» Source data
════════

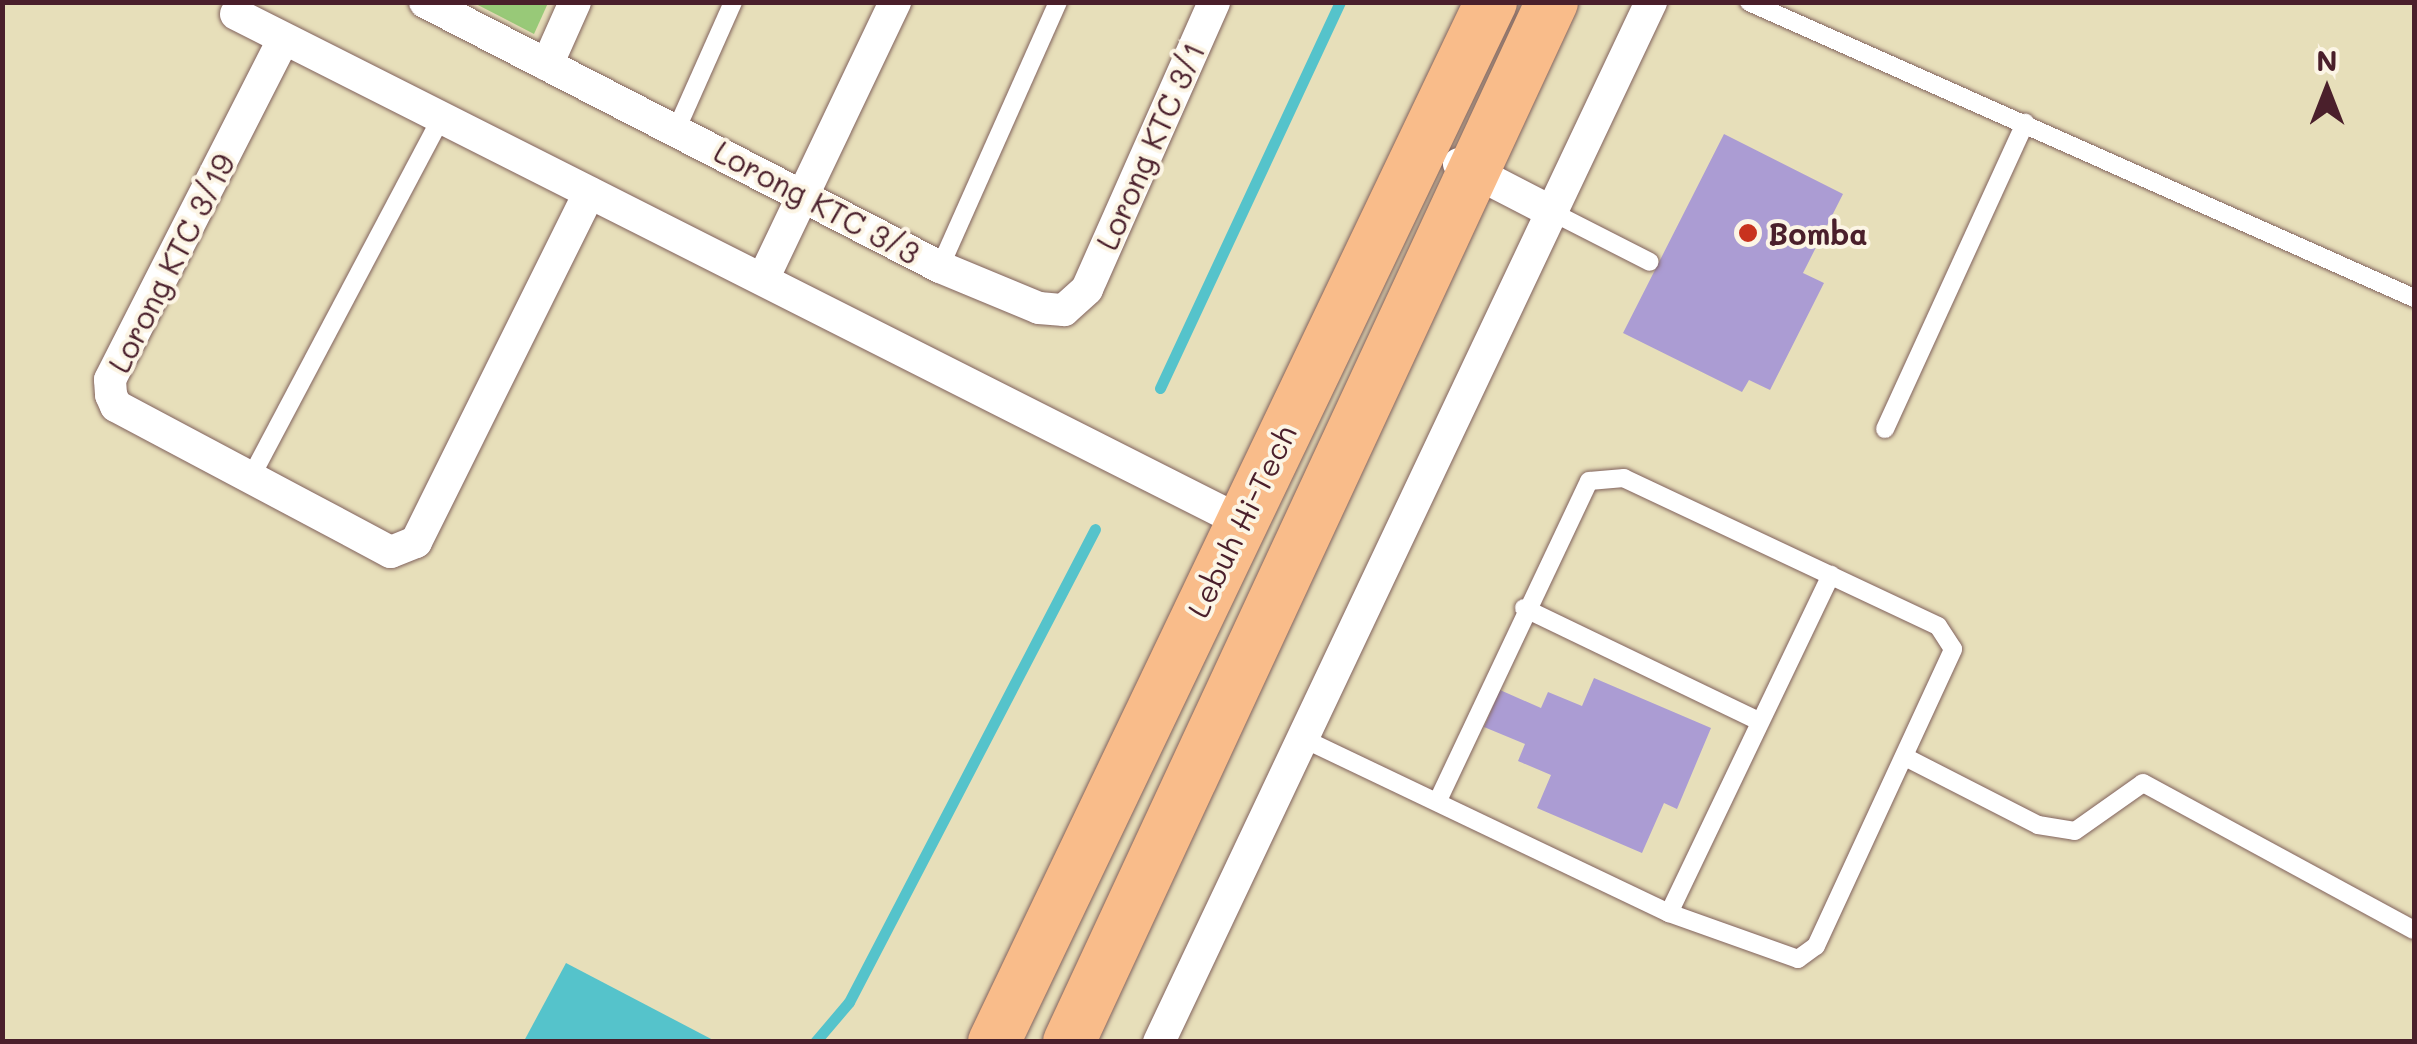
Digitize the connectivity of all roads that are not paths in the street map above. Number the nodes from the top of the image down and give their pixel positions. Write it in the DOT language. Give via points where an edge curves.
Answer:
graph roads {
  1 [pos="425,2"];
  2 [pos="576,2"];
  3 [pos="733,2"];
  4 [pos="894,2"];
  5 [pos="1058,2"];
  6 [pos="1214,2"];
  7 [pos="1491,2"];
  8 [pos="1552,2"];
  9 [pos="1651,2"];
  10 [pos="1749,2"];
  11 [pos="236,14"];
  12 [pos="284,40"];
  13 [pos="547,65"];
  14 [pos="441,118"];
  15 [pos="2025,123"];
  16 [pos="677,128"];
  17 [pos="1424,145"];
  18 [pos="1476,173"];
  19 [pos="803,192"];
  20 [pos="589,193"];
  21 [pos="1546,209"];
  22 [pos="1650,262"];
  23 [pos="940,267"];
  24 [pos="764,278"];
  25 [pos="1087,289"];
  26 [pos="2414,298"];
  27 [pos="1885,429"];
  28 [pos="251,477"];
  29 [pos="1240,521"];
  30 [pos="1830,575"];
  31 [pos="1524,608"];
  32 [pos="1759,721"];
  33 [pos="1302,738"];
  34 [pos="1908,759"];
  35 [pos="1438,802"];
  36 [pos="1668,913"];
  37 [pos="2414,930"];
  38 [pos="994,1042"];
  39 [pos="1069,1042"];
  40 [pos="1159,1042"];
  1 -- 13 [label="street, Lorong KTC 3/3"];
  2 -- 13 [label="street"];
  3 -- 16 [label="lane"];
  4 -- 19 [label="street"];
  5 -- 23 [label="lane"];
  6 -- 25 [label="street, Lorong KTC 3/1"];
  7 -- 17 [label="main road, Lebuh Hi-Tech"];
  8 -- 18 [label="main road"];
  9 -- 21 [label="street"];
  10 -- 15 [label="lane"];
  11 -- 12 [label="street"];
  12 -- 14 [label="street"];
  12 -- 28 [label="street, Lorong KTC 3/19" via="110,380 116,406"];
  13 -- 16 [label="street, Lorong KTC 3/3"];
  14 -- 20 [label="street"];
  14 -- 28 [label="lane"];
  15 -- 26 [label="lane"];
  15 -- 27 [label="lane"];
  16 -- 19 [label="street, Lorong KTC 3/3"];
  17 -- 18 [label="street"];
  17 -- 29 [label="main road, Lebuh Hi-Tech"];
  18 -- 21 [label="street"];
  18 -- 39 [label="main road"];
  19 -- 23 [label="street, Lorong KTC 3/3"];
  19 -- 24 [label="street"];
  20 -- 24 [label="street"];
  20 -- 28 [label="street, Lorong KTC 3/19" via="407,551 391,552"];
  21 -- 22 [label="lane"];
  21 -- 33 [label="street"];
  23 -- 25 [label="street, Lorong KTC 3/3" via="1038,308 1064,310"];
  24 -- 29 [label="street"];
  29 -- 38 [label="main road, Lebuh Hi-Tech"];
  30 -- 31 [label="lane" via="1624,478 1602,478 1575,496"];
  30 -- 32 [label="lane"];
  30 -- 34 [label="lane" via="1938,626 1953,649"];
  31 -- 32 [label="lane"];
  31 -- 35 [label="lane"];
  32 -- 36 [label="lane"];
  33 -- 35 [label="lane"];
  33 -- 40 [label="street"];
  34 -- 36 [label="lane" via="1816,946 1798,959"];
  34 -- 37 [label="lane" via="2038,825 2075,831 2142,783"];
  35 -- 36 [label="lane"];
}
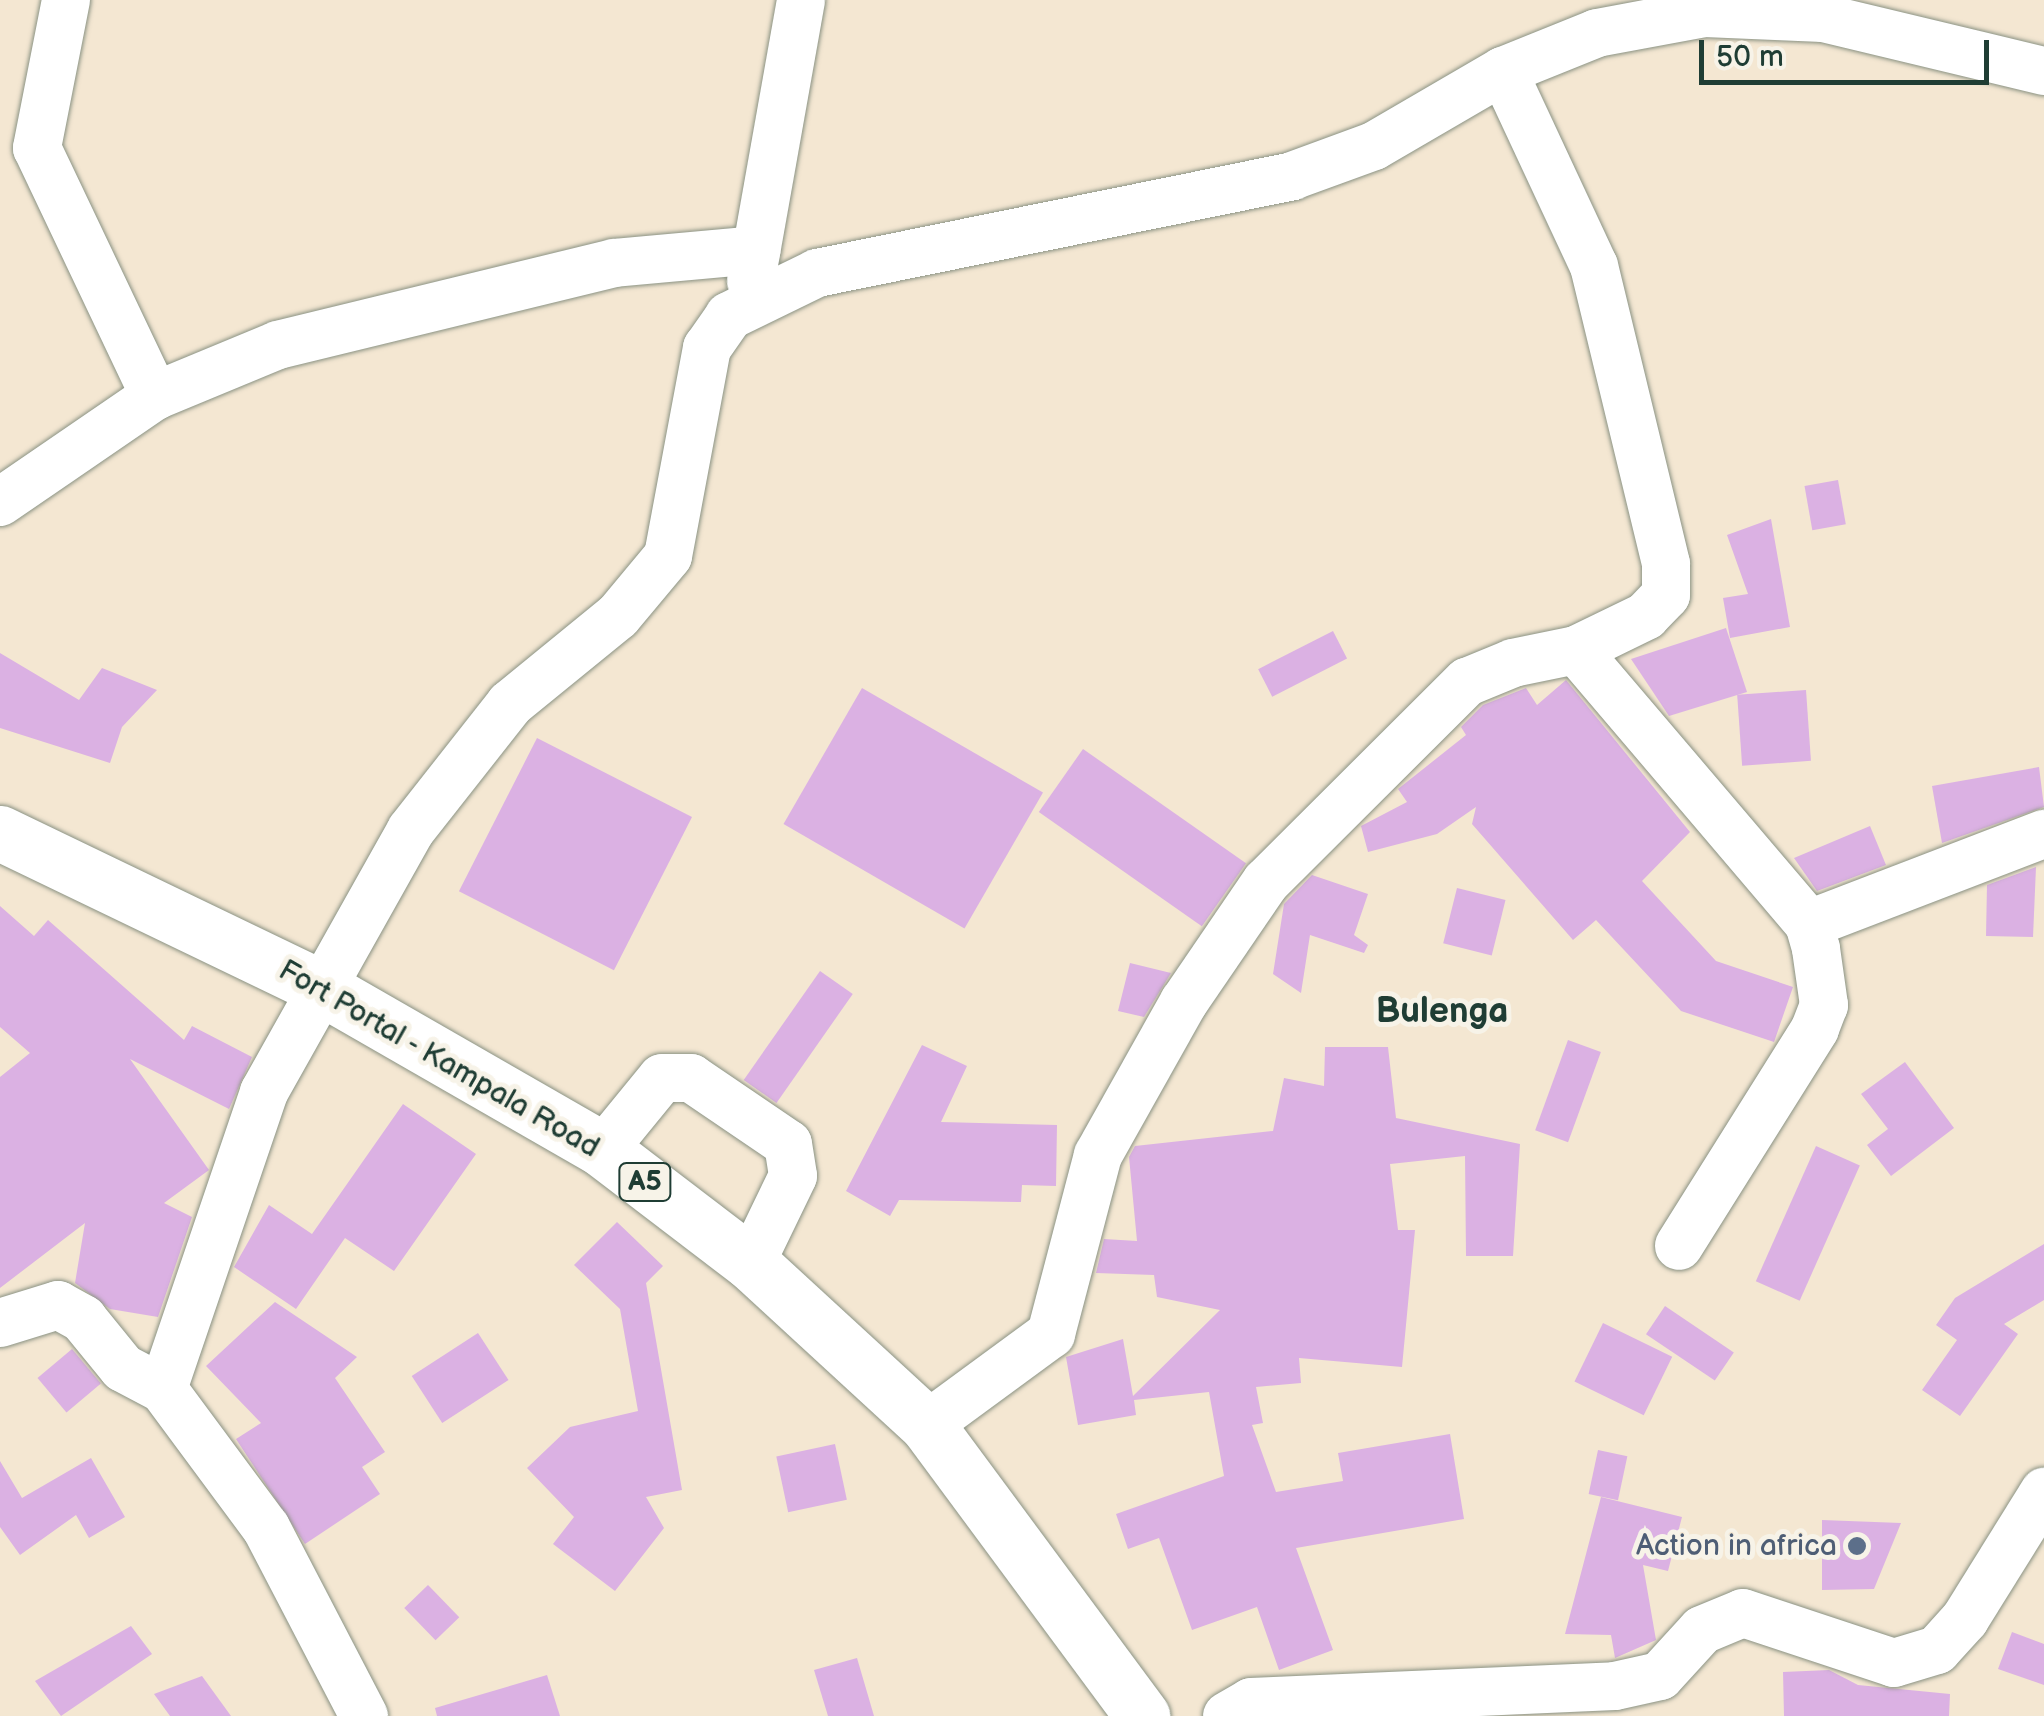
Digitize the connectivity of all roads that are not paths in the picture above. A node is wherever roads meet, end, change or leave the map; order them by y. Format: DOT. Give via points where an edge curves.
graph roads {
  1 [pos="66,0"];
  2 [pos="801,0"];
  3 [pos="1503,71"];
  4 [pos="2044,71"];
  5 [pos="18,140"];
  6 [pos="756,250"];
  7 [pos="747,302"];
  8 [pos="155,396"];
  9 [pos="0,502"];
  10 [pos="1576,650"];
  11 [pos="0,832"];
  12 [pos="2044,834"];
  13 [pos="1809,924"];
  14 [pos="320,988"];
  15 [pos="603,1150"];
  16 [pos="1679,1246"];
  17 [pos="751,1263"];
  18 [pos="0,1324"];
  19 [pos="164,1390"];
  20 [pos="928,1425"];
  21 [pos="2044,1492"];
  22 [pos="364,1716"];
  23 [pos="1142,1716"];
  24 [pos="1227,1716"];
  1 -- 5 [label="street"];
  2 -- 6 [label="street"];
  3 -- 4 [label="street" via="1597,33 1704,13 1823,18"];
  3 -- 7 [label="street" via="1374,146 1292,176 817,273"];
  3 -- 10 [label="street" via="1594,266 1666,564 1666,595 1646,616"];
  5 -- 8 [label="street"];
  6 -- 7 [label="street"];
  6 -- 8 [label="street" via="558,276 278,345"];
  7 -- 14 [label="street" via="707,348 668,556 618,616 510,704 411,830"];
  8 -- 9 [label="street"];
  10 -- 13 [label="street"];
  10 -- 20 [label="street" via="1467,682 1266,882 1184,1002 1098,1156 1051,1334"];
  11 -- 14 [label="main road, Fort Portal - Kampala Road / A5"];
  12 -- 13 [label="street"];
  13 -- 16 [label="street" via="1823,978 1815,1029"];
  14 -- 15 [label="main road, Fort Portal - Kampala Road / A5"];
  14 -- 19 [label="street" via="264,1092"];
  15 -- 17 [label="main road, Fort Portal - Kampala Road / A5"];
  15 -- 17 [label="street" via="662,1078 690,1078 788,1144 794,1176"];
  17 -- 20 [label="main road, Fort Portal - Kampala Road / A5"];
  18 -- 19 [label="street" via="58,1305 83,1319 124,1368"];
  19 -- 22 [label="street" via="266,1528"];
  20 -- 23 [label="main road, Fort Portal - Kampala Road / A5"];
  21 -- 24 [label="street" via="1965,1619 1937,1650 1894,1662 1743,1613 1702,1630 1660,1676 1630,1682 1250,1702"];
}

════════

With the pictures stripped out, return each record word for word.

Digitize the connectivity of all roads that are not paths in the street map above. Number the nodes from the top of the image down and give their pixel positions. Write it in the DOT language. Give via points where an edge curves.
Answer:
graph roads {
  1 [pos="425,2"];
  2 [pos="576,2"];
  3 [pos="733,2"];
  4 [pos="894,2"];
  5 [pos="1058,2"];
  6 [pos="1214,2"];
  7 [pos="1491,2"];
  8 [pos="1552,2"];
  9 [pos="1651,2"];
  10 [pos="1749,2"];
  11 [pos="236,14"];
  12 [pos="284,40"];
  13 [pos="547,65"];
  14 [pos="441,118"];
  15 [pos="2025,123"];
  16 [pos="677,128"];
  17 [pos="1424,145"];
  18 [pos="1476,173"];
  19 [pos="803,192"];
  20 [pos="589,193"];
  21 [pos="1546,209"];
  22 [pos="1650,262"];
  23 [pos="940,267"];
  24 [pos="764,278"];
  25 [pos="1087,289"];
  26 [pos="2414,298"];
  27 [pos="1885,429"];
  28 [pos="251,477"];
  29 [pos="1240,521"];
  30 [pos="1830,575"];
  31 [pos="1524,608"];
  32 [pos="1759,721"];
  33 [pos="1302,738"];
  34 [pos="1908,759"];
  35 [pos="1438,802"];
  36 [pos="1668,913"];
  37 [pos="2414,930"];
  38 [pos="994,1042"];
  39 [pos="1069,1042"];
  40 [pos="1159,1042"];
  1 -- 13 [label="street, Lorong KTC 3/3"];
  2 -- 13 [label="street"];
  3 -- 16 [label="lane"];
  4 -- 19 [label="street"];
  5 -- 23 [label="lane"];
  6 -- 25 [label="street, Lorong KTC 3/1"];
  7 -- 17 [label="main road, Lebuh Hi-Tech"];
  8 -- 18 [label="main road"];
  9 -- 21 [label="street"];
  10 -- 15 [label="lane"];
  11 -- 12 [label="street"];
  12 -- 14 [label="street"];
  12 -- 28 [label="street, Lorong KTC 3/19" via="110,380 116,406"];
  13 -- 16 [label="street, Lorong KTC 3/3"];
  14 -- 20 [label="street"];
  14 -- 28 [label="lane"];
  15 -- 26 [label="lane"];
  15 -- 27 [label="lane"];
  16 -- 19 [label="street, Lorong KTC 3/3"];
  17 -- 18 [label="street"];
  17 -- 29 [label="main road, Lebuh Hi-Tech"];
  18 -- 21 [label="street"];
  18 -- 39 [label="main road"];
  19 -- 23 [label="street, Lorong KTC 3/3"];
  19 -- 24 [label="street"];
  20 -- 24 [label="street"];
  20 -- 28 [label="street, Lorong KTC 3/19" via="407,551 391,552"];
  21 -- 22 [label="lane"];
  21 -- 33 [label="street"];
  23 -- 25 [label="street, Lorong KTC 3/3" via="1038,308 1064,310"];
  24 -- 29 [label="street"];
  29 -- 38 [label="main road, Lebuh Hi-Tech"];
  30 -- 31 [label="lane" via="1624,478 1602,478 1575,496"];
  30 -- 32 [label="lane"];
  30 -- 34 [label="lane" via="1938,626 1953,649"];
  31 -- 32 [label="lane"];
  31 -- 35 [label="lane"];
  32 -- 36 [label="lane"];
  33 -- 35 [label="lane"];
  33 -- 40 [label="street"];
  34 -- 36 [label="lane" via="1816,946 1798,959"];
  34 -- 37 [label="lane" via="2038,825 2075,831 2142,783"];
  35 -- 36 [label="lane"];
}
Digitize the connectivity of all roads that are not paths in the picture above. A node is wherever roads meet, end, change or leave the map; order them by y. Format: DOT. Give via points where an edge curves.
graph roads {
  1 [pos="66,0"];
  2 [pos="801,0"];
  3 [pos="1503,71"];
  4 [pos="2044,71"];
  5 [pos="18,140"];
  6 [pos="756,250"];
  7 [pos="747,302"];
  8 [pos="155,396"];
  9 [pos="0,502"];
  10 [pos="1576,650"];
  11 [pos="0,832"];
  12 [pos="2044,834"];
  13 [pos="1809,924"];
  14 [pos="320,988"];
  15 [pos="603,1150"];
  16 [pos="1679,1246"];
  17 [pos="751,1263"];
  18 [pos="0,1324"];
  19 [pos="164,1390"];
  20 [pos="928,1425"];
  21 [pos="2044,1492"];
  22 [pos="364,1716"];
  23 [pos="1142,1716"];
  24 [pos="1227,1716"];
  1 -- 5 [label="street"];
  2 -- 6 [label="street"];
  3 -- 4 [label="street" via="1597,33 1704,13 1823,18"];
  3 -- 7 [label="street" via="1374,146 1292,176 817,273"];
  3 -- 10 [label="street" via="1594,266 1666,564 1666,595 1646,616"];
  5 -- 8 [label="street"];
  6 -- 7 [label="street"];
  6 -- 8 [label="street" via="558,276 278,345"];
  7 -- 14 [label="street" via="707,348 668,556 618,616 510,704 411,830"];
  8 -- 9 [label="street"];
  10 -- 13 [label="street"];
  10 -- 20 [label="street" via="1467,682 1266,882 1184,1002 1098,1156 1051,1334"];
  11 -- 14 [label="main road, Fort Portal - Kampala Road / A5"];
  12 -- 13 [label="street"];
  13 -- 16 [label="street" via="1823,978 1815,1029"];
  14 -- 15 [label="main road, Fort Portal - Kampala Road / A5"];
  14 -- 19 [label="street" via="264,1092"];
  15 -- 17 [label="main road, Fort Portal - Kampala Road / A5"];
  15 -- 17 [label="street" via="662,1078 690,1078 788,1144 794,1176"];
  17 -- 20 [label="main road, Fort Portal - Kampala Road / A5"];
  18 -- 19 [label="street" via="58,1305 83,1319 124,1368"];
  19 -- 22 [label="street" via="266,1528"];
  20 -- 23 [label="main road, Fort Portal - Kampala Road / A5"];
  21 -- 24 [label="street" via="1965,1619 1937,1650 1894,1662 1743,1613 1702,1630 1660,1676 1630,1682 1250,1702"];
}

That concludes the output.